Methods: All pts with MM who underwent a CD34+-selected alloHCT at Memorial Sloan Kettering Cancer Center on protocol (NCT 01131169/01119066) or off study from 01/2010 to 12/2017 and progressed after alloHCT were included. Pts were conditioned with busulfan (0.8 mg/kg x 10), melphalan (70 mg/m2 × 2), and fludarabine (25mg/m2 × 5). The K-M method was used to estimate OS post-HCT relapse. Significant predictors were considered in a Cox model.

Results: Of the 115 transplanted pts, 60 (52%) relapsed and were analyzed. The median age was 56 yrs (35- 66), 62% male and 82% with high-risk cytogenetics (CG). KPS was ≥ 80 in 100% and ≥ 90 in 52%. Pts received a median of 4 lines of therapy pre-HCT (1-10), with 88% achieving at least a partial response (PR) prior to alloHCT. All pts had received at least one autoHCT. Of the 38% who received a planned or preemptive post-HCT therapy, 13 received DLI and 10 other strategies. Relapse was characterized as very early (<6 mo, 28%), early (6-24 mo, 50%), or late (>24 mo, 22%). At relapse, 27% presented with extramedullary disease (EMD). Median post-relapse OS was significantly different for pts who relapsed very early, early, or late; 4 mo, 17 mo, and 72 mo, respectively (p = 0.002). Age ≥55, relapse with EMD, lower KPS, <PR prior to HCT, <PR by day 100, and no maintenance were also prognostic for worse post-relapse OS in univariate analysis. There was no significant difference for post-relapse OS for number of lines, high-risk CG, or era of alloHCT. In multivariate analysis adjusting for sex and age, risk factors for worse post-relapse OS included very early (HR 4.4, 95%CI 1.4-13.5) or early relapse (HR 2.5, 95%CI 1.4-13.5), relapse with EMD (HR 5.2, 95%CI 2.1-12.9), and lack of DLI as planned post-HCT therapy (HR for DLI compared with no DLI = 0.11, 95%CI 0.01-0.9).

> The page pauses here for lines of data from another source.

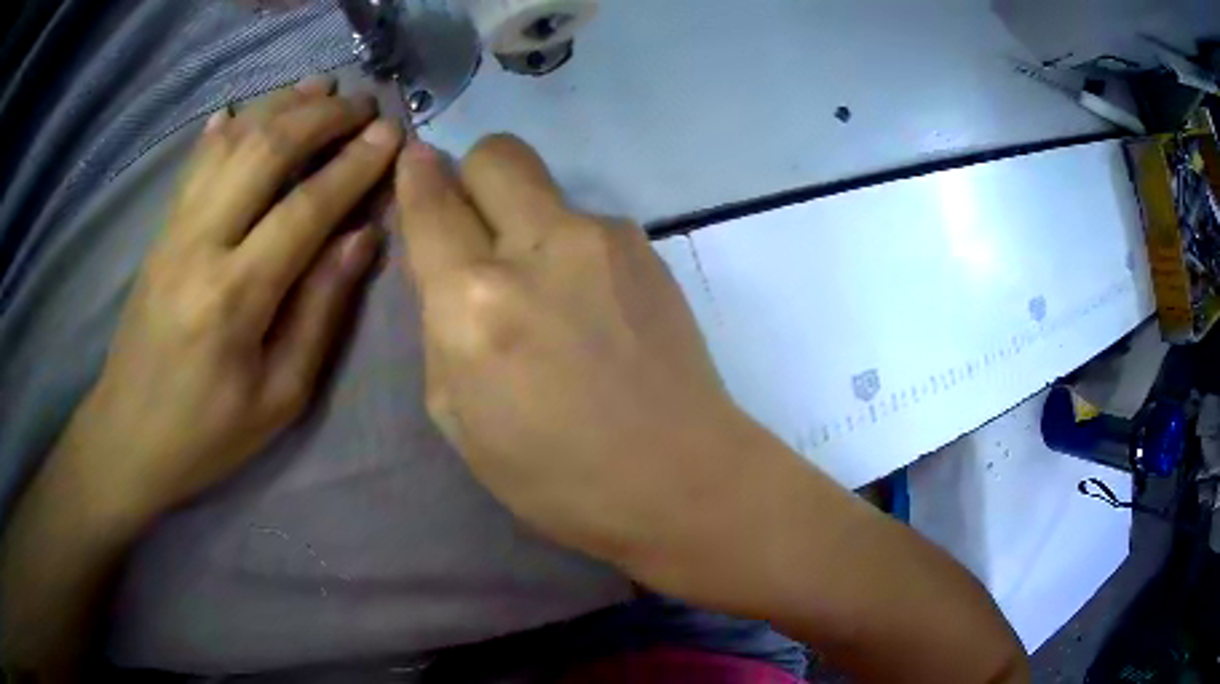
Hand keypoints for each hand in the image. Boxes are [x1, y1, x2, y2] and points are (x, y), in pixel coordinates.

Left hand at [74, 77, 401, 520]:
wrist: (127, 437)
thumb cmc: (208, 433)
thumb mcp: (279, 397)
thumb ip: (320, 312)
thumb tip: (362, 237)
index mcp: (235, 297)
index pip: (306, 208)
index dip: (354, 165)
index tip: (392, 133)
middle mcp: (200, 245)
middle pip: (265, 152)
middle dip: (321, 117)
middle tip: (363, 103)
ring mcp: (173, 231)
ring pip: (230, 144)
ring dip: (279, 106)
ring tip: (320, 88)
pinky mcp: (159, 233)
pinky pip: (193, 164)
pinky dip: (223, 128)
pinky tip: (242, 109)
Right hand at [395, 135, 768, 564]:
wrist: (681, 477)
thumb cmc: (557, 477)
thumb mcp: (459, 417)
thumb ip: (439, 327)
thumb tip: (443, 267)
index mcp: (475, 303)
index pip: (431, 205)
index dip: (414, 177)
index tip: (412, 162)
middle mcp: (539, 248)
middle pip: (496, 154)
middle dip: (471, 174)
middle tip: (473, 224)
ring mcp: (604, 239)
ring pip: (544, 185)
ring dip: (523, 218)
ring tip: (543, 288)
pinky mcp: (647, 249)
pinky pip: (585, 222)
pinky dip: (567, 246)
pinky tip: (587, 303)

Conclusion: For this very high-risk group of MM pts, differences in time to relapse after alloHCT define very distinct post-relapse survival patterns. Very early relapses were associated with greater chemoresistance and dismal prognosis. In contrast, the median post-relapse OS for late relapses was 6 yrs, suggesting different underlying disease biology and/or host/donor characteristics. Similar to the post-auto setting, relapse with EMD conferred poor prognosis. Of note, post-relapse OS was superior for pts who received a DLI as planned post-HCT therapy prior to relapse. Efforts to characterize optimal post-relapse therapeutic strategies and mechanism(s) driving relapses are ongoing.



中文翻译:

CD34 +选择的同种异体造血干细胞移植治疗多发性骨髓瘤后,复发时间和复发方式可预测复发后生存率。

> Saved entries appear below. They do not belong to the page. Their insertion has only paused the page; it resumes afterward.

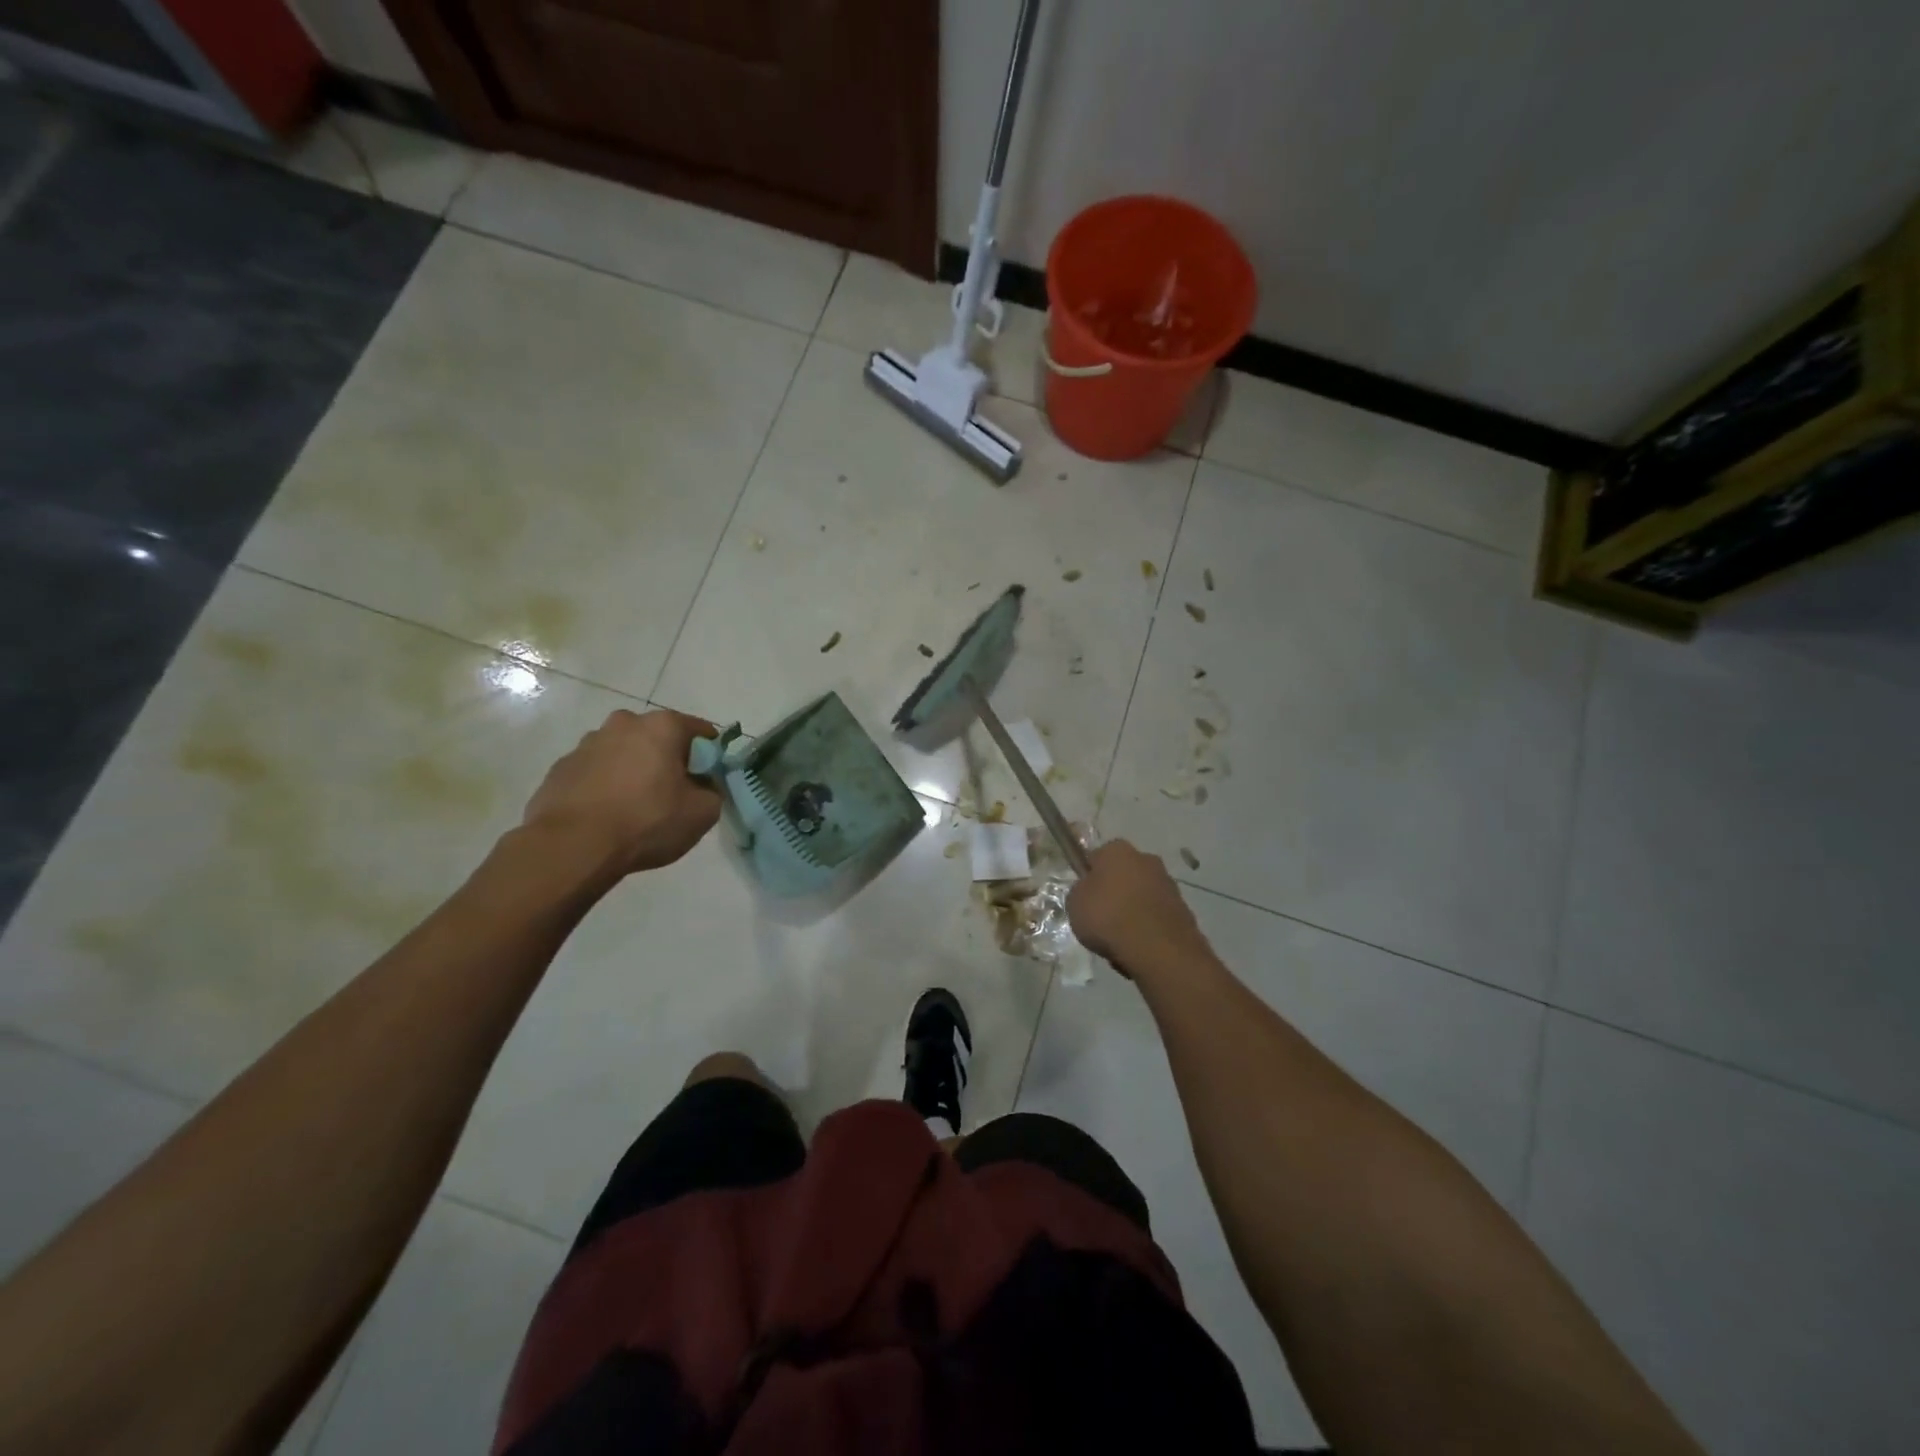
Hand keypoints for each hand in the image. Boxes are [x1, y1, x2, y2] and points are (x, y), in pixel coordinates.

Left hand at [522, 709, 721, 876]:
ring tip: (635, 809)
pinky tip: (606, 816)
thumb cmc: (646, 822)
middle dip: (668, 761)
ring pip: (623, 754)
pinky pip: (595, 773)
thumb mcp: (702, 813)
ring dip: (633, 772)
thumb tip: (703, 787)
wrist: (572, 847)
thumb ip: (713, 792)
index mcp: (662, 726)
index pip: (700, 731)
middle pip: (658, 739)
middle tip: (673, 795)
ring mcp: (586, 744)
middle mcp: (623, 724)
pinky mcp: (560, 769)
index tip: (708, 781)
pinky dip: (605, 787)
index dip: (709, 756)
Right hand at [1067, 840, 1207, 969]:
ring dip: (1133, 912)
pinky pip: (1156, 917)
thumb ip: (1080, 891)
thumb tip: (1090, 891)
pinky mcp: (1184, 910)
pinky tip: (1139, 949)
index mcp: (1117, 850)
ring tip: (1120, 941)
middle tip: (1101, 919)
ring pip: (1141, 897)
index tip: (1084, 898)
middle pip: (1123, 875)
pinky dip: (1148, 929)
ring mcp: (1169, 884)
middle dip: (1115, 893)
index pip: (1096, 857)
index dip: (1089, 877)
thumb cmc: (1108, 917)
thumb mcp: (1074, 903)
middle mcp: (1146, 859)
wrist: (1158, 949)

异基因造血干细胞移植(HCT)是由其潜在的移植物抗多发性骨髓瘤(MM)效应定义的,是治疗高危患者的潜在方法。但是,复发仍然是治疗失败的主要原因。HCT后复发后存活的预测因素尚不明确,我们假设复发时间和复发方式可预测复发后存活。

方法:纳入所有在协议纪念日(NCT 01131169/01119066)或从01/2010至12/2017接受研究且在alloHCT之后进展的,在Memorial Sloan Kettering癌症中心接受CD34 +选择的alloHCT的MM患者。用白消安(0.8 mg / kg x 10),美法仑(70 mg / m2×2)和氟达拉滨(25mg / m2×5)调节Pts。KM方法用于估计HCT后OS的复发。在Cox模型中考虑了重要的预测因素。

结果:在115例移植的患者中,有60例(52%)复发并进行了分析。中位年龄为56岁(35-66岁),男性为62%,患有高危细胞遗传学(CG)的为82%。KPS在100%中≥80,在52%中≥90。Pts在HCT之前接受了4线治疗的中位数(1-10),其中88%的人在alloHCT之前达到了至少部分反应(PR)。所有患者均接受了至少一项autoHCT。在接受计划或先发性HCT治疗后的38%的人中,有13人接受了DLI和其他10种策略。复发的特征是非常早(<6 mo,28%),早期(6-24 mo,50%)或晚期(> 24 mo,22%​​)。在复发时,27%的患者患有髓外疾病(EMD)。对于非常早,早或晚复发的患者,复发后中位操作系统的中位数差异显着。4 mo,17 mo和72 mo(p = 0.002)。年龄≥55岁,EMD复发,KPS降低,<HCT之前的PR,< 在单变量分析中,到第100天时PR且没有维护也预示了复发后OS恶化的预后。对于行数,高危CG或alloHCT时代,复发后OS没有显着差异。在根据性别和年龄进行调整的多因素分析中,复发后OS恶化的危险因素包括很早(HR 4.4,95%CI 1.4-13.5)或早期复发(HR 2.5,95%CI 1.4-13.5),EMD复发( HR 5.2,95%CI 2.1-12.9),以及按计划进行的HCT治疗后缺乏DLI(DLI的HR与无DLI的患者相比为0.11,95%CI 0.01-0.9)。

结论:对于这一极高风险的MM pts组,alloHCT后复发时间的差异定义了非常不同的复发后生存模式。早期复发与较高的化学耐药性和不良预后相关。相反,晚期复发的中位复发后OS为6年,表明潜在的疾病生物学和/或宿主/供体特征不同。与自动后设置类似,EMD复发会导致不良预后。值得注意的是,对于计划在复发前接受HLI治疗后接受DLI的患者,复发后OS更为优越。表征最佳复发后治疗策略和驱动复发的机制的研究正在进行中。